Verbal delirium: the efforts of the magician or the madman in the dark.

Deterministic ideology: that which clarifies the passage of men on earth, with their belongings and dominions.

The password: the tension of language to become particular, the history of this secret, solitary, failed (but always restarted) enterprise.

 

4

F. once said to me: “There is something about the insularity of Cuba that smells like a camp.” I assumed, from F.’s words: “In a camp, trafficking reigns. Thought is replaced by exchange. We have not had true metaphysics, nor, of course, thoughtful prose, but rather offices and ports ready for business, and a scarce trade in words. Furthermore, in the absence of myths, we have practiced patriotism and carnival. Perhaps this is why we have generally had chroniclers of camps rather than prose writers of truths in the making.”

 

5

I agree with Glissant (Breve filosofía del Barroco) that we live the diversity/unity of the world. But I disagree that there is a “naturalization” of the baroque.

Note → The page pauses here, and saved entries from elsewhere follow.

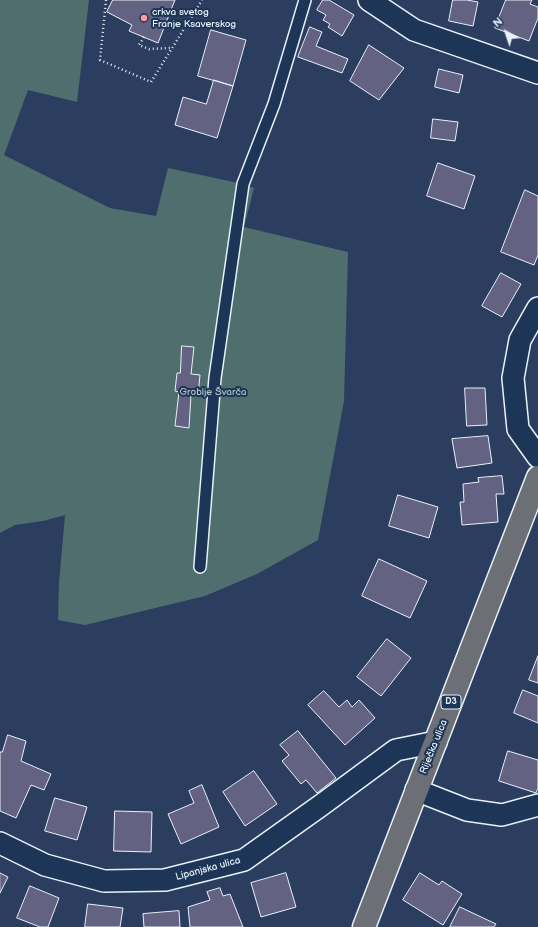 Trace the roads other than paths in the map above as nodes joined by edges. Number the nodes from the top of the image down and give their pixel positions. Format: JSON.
{"nodes":[{"id":1,"x":305,"y":0,"type":"edge"},
{"id":2,"x":369,"y":0,"type":"edge"},
{"id":3,"x":538,"y":73,"type":"edge"},
{"id":4,"x":538,"y":308,"type":"edge"},
{"id":5,"x":538,"y":457,"type":"edge"},
{"id":6,"x":538,"y":477,"type":"edge"},
{"id":7,"x":200,"y":567,"type":"dead end"},
{"id":8,"x":436,"y":742,"type":"junction"},
{"id":9,"x":416,"y":790,"type":"junction"},
{"id":10,"x":538,"y":805,"type":"edge"},
{"id":11,"x":0,"y":843,"type":"edge"},
{"id":12,"x":364,"y":927,"type":"edge"}],
"edges":[{"from":1,"to":7,"type":"lane"},
{"from":2,"to":3,"type":"street"},
{"from":4,"to":5,"type":"street"},
{"from":6,"to":8,"type":"main road","name":"Riječka ulica","number":"D3"},
{"from":8,"to":9,"type":"main road","name":"Riječka ulica","number":"D3"},
{"from":8,"to":11,"type":"street","name":"Lipanjska ulica"},
{"from":9,"to":10,"type":"street"},
{"from":9,"to":12,"type":"main road","name":"Riječka ulica","number":"D3"}]}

Glissant confuses the mirroring of different languages with what might be suggested as “cycles of entropy.” Order and disorder alternate.

If I wake up and see myself transformed into a monstrous insect, I would assert that entropic processes are accelerating in a bad way. If I get up and shave and think I am more or less the same, I know that entropy is working well. The latter is usually the case (except for a friend of mine who assured me that he woke up one day as the Count of Monte Cristo with a dog’s head, on a morning of bad entropy for him). The alternation of entropies—natural and degenerate—would be ways of being-in-the-world, not by extension, but in each “particular.”

 

6

For Lezama, novelistic spatiality stems from the visible/invisible dialectic erected by God and his heretical approximations. New prose writers will have to specify the visible/invisible at every turn with Promethean forces (as in an effort lost in the dawn of paganism, where one entered death kicking, longing for a vague, dark God, or entering like a dog invoking some Dog…).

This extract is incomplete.